● Data section
☆ ☆ ☆ ☆ ☆ ☆ ☆

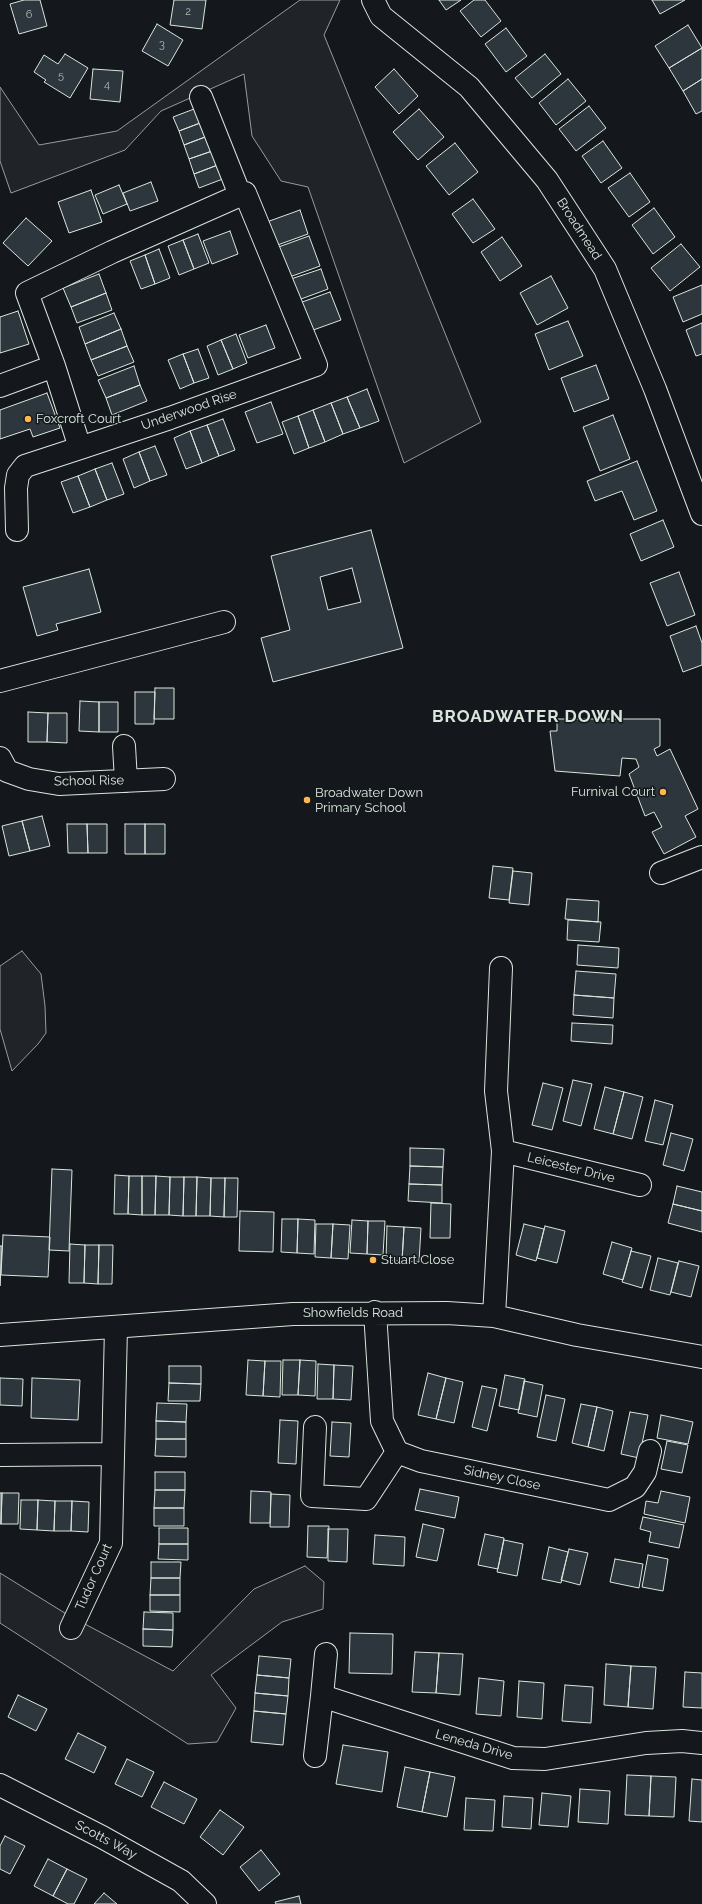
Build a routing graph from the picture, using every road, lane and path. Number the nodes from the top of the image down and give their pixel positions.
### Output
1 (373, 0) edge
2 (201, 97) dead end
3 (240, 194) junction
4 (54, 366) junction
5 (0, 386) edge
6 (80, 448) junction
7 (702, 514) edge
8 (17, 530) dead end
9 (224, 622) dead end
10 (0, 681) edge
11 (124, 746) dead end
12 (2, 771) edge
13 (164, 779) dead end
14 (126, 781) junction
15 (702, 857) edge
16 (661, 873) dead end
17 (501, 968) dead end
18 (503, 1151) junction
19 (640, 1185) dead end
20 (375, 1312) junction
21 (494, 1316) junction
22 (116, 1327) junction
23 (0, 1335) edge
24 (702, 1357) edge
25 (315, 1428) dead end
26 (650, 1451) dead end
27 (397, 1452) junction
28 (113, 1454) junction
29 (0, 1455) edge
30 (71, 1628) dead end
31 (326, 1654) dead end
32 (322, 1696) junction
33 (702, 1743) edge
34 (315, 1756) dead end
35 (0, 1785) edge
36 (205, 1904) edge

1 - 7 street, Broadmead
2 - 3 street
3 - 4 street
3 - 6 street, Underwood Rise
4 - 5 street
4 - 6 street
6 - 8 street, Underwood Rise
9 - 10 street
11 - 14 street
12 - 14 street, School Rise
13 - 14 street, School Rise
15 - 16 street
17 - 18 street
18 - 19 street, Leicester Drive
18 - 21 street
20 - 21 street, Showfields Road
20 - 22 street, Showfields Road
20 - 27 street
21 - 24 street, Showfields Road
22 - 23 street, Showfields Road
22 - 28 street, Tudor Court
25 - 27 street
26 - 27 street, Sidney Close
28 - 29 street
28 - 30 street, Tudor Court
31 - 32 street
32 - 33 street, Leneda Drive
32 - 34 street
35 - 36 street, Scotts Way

☆ ☆ ☆ ☆ ☆ ☆ ☆

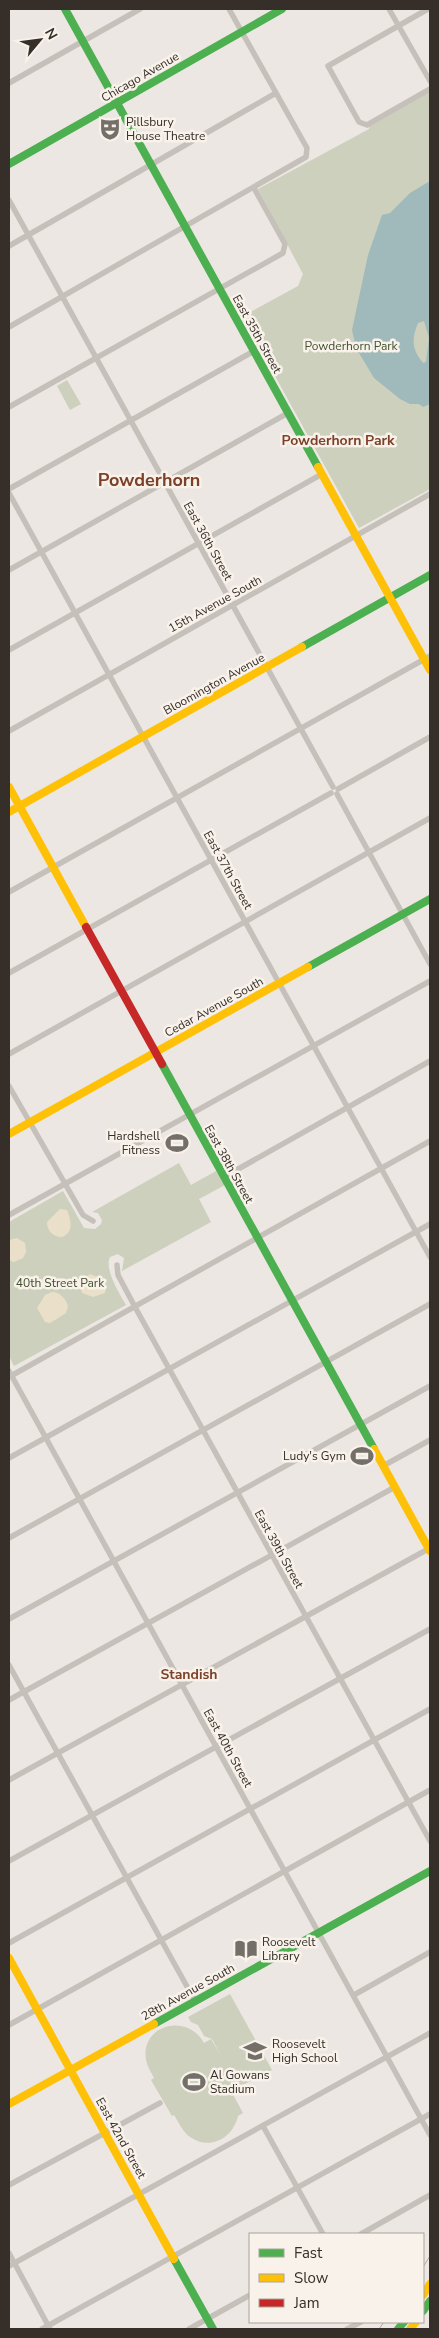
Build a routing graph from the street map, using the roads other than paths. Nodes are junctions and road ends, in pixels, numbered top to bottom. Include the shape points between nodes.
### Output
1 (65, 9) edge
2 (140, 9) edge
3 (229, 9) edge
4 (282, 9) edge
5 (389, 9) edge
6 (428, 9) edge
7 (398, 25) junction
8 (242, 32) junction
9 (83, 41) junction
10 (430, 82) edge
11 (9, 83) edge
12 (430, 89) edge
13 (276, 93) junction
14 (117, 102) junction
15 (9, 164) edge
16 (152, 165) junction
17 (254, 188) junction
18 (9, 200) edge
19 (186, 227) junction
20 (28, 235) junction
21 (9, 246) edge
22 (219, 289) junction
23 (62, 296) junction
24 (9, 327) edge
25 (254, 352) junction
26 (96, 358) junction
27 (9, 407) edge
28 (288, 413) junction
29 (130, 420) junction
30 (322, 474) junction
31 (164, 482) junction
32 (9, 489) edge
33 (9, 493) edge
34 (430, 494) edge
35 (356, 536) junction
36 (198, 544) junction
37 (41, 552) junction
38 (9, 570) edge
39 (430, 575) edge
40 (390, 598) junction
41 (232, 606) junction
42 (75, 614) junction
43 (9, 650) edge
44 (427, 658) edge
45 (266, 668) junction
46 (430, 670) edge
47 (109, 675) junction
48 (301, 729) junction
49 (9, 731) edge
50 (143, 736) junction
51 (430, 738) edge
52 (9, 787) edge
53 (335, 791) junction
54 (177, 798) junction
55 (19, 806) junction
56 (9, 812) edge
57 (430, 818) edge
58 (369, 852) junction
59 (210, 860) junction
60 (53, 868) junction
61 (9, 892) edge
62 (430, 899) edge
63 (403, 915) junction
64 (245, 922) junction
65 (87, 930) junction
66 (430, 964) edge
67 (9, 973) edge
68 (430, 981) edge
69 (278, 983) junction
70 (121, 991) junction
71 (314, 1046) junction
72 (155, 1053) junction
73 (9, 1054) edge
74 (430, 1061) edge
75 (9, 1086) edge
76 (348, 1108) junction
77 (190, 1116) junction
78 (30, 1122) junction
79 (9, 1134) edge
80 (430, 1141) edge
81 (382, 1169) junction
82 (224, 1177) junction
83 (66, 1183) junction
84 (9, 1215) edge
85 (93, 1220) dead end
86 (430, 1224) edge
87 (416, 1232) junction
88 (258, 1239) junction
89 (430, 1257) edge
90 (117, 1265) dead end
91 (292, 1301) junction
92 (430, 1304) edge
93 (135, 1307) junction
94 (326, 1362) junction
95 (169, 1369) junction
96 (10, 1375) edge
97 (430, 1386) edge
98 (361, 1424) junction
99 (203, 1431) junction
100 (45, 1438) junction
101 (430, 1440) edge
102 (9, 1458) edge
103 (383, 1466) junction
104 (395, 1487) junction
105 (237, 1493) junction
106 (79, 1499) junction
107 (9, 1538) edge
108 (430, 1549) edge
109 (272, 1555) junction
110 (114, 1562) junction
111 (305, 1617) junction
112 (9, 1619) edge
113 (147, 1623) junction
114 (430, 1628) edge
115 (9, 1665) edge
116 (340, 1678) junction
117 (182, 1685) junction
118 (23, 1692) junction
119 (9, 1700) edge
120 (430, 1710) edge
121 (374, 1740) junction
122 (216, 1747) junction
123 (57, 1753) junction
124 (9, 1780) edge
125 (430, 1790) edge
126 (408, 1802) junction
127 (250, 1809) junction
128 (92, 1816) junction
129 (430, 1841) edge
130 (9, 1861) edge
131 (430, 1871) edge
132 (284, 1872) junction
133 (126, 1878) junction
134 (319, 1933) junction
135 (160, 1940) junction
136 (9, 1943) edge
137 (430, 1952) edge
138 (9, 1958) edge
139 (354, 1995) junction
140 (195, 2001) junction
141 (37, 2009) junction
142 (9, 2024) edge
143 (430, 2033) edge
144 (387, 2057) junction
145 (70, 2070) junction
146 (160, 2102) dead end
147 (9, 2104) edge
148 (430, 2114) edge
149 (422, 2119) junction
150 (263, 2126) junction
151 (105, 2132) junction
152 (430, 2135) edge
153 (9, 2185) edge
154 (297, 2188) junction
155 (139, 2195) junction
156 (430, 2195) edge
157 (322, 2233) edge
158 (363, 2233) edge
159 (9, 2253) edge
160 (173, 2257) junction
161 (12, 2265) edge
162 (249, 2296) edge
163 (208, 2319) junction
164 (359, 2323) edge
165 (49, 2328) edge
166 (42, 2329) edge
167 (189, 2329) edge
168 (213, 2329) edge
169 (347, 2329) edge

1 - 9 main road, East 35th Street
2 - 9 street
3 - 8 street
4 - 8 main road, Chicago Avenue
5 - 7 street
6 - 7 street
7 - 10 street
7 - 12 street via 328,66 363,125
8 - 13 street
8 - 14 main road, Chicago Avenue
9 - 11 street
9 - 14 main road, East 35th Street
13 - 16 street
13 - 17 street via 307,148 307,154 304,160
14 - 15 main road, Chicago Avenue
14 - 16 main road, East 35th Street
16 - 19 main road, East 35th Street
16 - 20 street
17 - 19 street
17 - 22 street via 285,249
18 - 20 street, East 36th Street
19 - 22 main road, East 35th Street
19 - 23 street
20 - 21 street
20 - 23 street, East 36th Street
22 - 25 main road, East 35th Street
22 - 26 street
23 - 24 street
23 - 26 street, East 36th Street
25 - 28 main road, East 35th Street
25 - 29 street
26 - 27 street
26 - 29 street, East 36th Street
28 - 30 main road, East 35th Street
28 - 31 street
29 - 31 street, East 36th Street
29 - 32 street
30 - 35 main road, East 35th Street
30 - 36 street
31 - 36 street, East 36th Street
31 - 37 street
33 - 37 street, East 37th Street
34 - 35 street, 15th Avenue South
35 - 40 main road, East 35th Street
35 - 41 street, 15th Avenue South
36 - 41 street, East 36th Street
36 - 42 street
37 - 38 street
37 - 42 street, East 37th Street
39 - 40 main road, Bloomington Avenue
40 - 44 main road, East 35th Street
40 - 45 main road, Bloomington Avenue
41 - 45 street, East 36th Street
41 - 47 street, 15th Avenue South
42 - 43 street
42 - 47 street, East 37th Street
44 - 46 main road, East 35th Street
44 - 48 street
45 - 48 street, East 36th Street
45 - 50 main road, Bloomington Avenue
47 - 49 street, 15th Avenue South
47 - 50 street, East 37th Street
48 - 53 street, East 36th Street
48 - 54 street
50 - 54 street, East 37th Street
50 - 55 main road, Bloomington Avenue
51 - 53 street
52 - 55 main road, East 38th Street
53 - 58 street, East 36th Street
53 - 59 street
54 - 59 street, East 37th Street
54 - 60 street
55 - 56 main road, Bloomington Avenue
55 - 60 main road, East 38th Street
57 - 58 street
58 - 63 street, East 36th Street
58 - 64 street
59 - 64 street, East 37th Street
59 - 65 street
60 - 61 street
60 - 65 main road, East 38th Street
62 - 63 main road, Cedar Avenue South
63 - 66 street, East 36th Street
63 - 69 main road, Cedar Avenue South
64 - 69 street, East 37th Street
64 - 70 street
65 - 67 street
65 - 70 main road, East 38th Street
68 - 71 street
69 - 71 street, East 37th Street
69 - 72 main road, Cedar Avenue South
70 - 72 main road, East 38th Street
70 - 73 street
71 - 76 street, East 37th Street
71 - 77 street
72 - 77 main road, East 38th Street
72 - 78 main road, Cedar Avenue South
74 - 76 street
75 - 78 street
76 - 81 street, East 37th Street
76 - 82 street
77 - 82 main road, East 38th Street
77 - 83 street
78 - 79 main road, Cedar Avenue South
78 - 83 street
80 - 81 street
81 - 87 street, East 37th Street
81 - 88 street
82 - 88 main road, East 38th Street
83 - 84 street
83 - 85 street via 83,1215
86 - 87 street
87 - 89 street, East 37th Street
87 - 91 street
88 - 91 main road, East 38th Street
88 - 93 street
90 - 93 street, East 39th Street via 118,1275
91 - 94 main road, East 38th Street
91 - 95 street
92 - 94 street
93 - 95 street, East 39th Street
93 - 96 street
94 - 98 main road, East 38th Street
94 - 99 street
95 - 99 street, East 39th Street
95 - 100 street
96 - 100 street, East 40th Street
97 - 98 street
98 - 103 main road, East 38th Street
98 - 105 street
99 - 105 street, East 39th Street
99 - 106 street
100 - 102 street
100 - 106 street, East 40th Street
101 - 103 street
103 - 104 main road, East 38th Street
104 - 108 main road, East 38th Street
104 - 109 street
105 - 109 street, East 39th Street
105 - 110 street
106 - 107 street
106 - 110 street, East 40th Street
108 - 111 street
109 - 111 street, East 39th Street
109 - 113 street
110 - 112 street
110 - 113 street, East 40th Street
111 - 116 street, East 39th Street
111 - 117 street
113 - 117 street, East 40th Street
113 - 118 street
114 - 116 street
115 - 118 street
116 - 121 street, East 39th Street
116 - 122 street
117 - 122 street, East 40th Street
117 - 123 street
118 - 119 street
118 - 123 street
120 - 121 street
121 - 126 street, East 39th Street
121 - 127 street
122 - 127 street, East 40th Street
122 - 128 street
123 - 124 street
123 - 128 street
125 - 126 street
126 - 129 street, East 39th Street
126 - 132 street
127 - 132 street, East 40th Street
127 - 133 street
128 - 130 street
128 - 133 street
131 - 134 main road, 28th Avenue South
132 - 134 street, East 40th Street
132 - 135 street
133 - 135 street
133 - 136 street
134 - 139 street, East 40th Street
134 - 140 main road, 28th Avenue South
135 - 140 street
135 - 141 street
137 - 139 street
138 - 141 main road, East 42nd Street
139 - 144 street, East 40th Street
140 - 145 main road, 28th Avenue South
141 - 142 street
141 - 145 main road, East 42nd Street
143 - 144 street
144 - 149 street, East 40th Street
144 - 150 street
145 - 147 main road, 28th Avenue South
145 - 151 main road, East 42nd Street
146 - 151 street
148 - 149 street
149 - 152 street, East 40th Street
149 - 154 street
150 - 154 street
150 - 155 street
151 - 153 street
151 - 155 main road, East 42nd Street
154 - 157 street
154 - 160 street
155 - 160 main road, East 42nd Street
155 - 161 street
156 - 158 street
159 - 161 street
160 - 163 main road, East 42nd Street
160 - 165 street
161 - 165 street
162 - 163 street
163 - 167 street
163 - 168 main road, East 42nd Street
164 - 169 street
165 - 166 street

☆ ☆ ☆ ☆ ☆ ☆ ☆

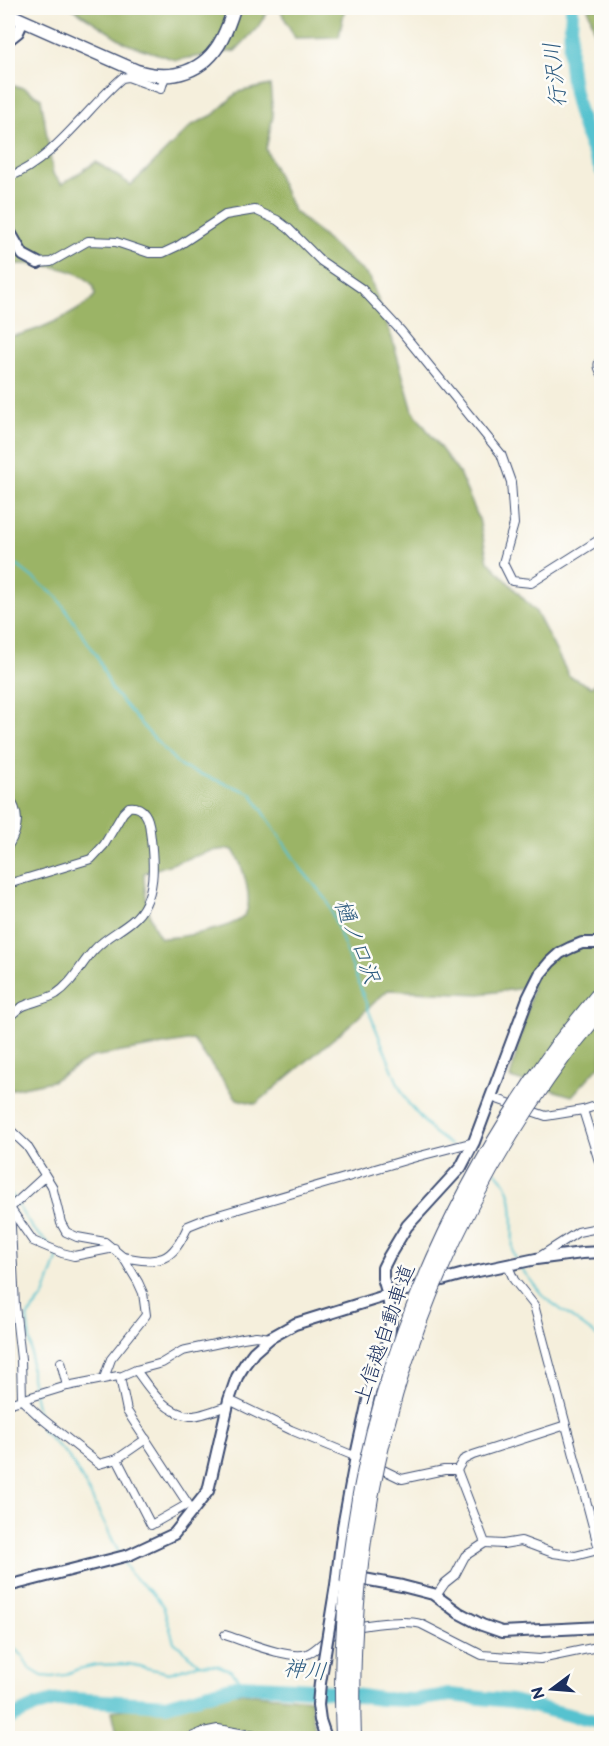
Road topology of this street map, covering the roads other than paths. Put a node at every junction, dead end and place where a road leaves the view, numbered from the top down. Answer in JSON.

☆ ☆ ☆ ☆ ☆ ☆ ☆

● Task brief
Collect from the data above every line that includes "Build".

● Your solution
Build a routing graph from the picture, using every road, lane and path. Number the nodes from the top of the image down and give their pixel positions.
Build a routing graph from the street map, using the roads other than paths. Nodes are junctions and road ends, in pixels, numbered top to bottom. Include the shape points between nodes.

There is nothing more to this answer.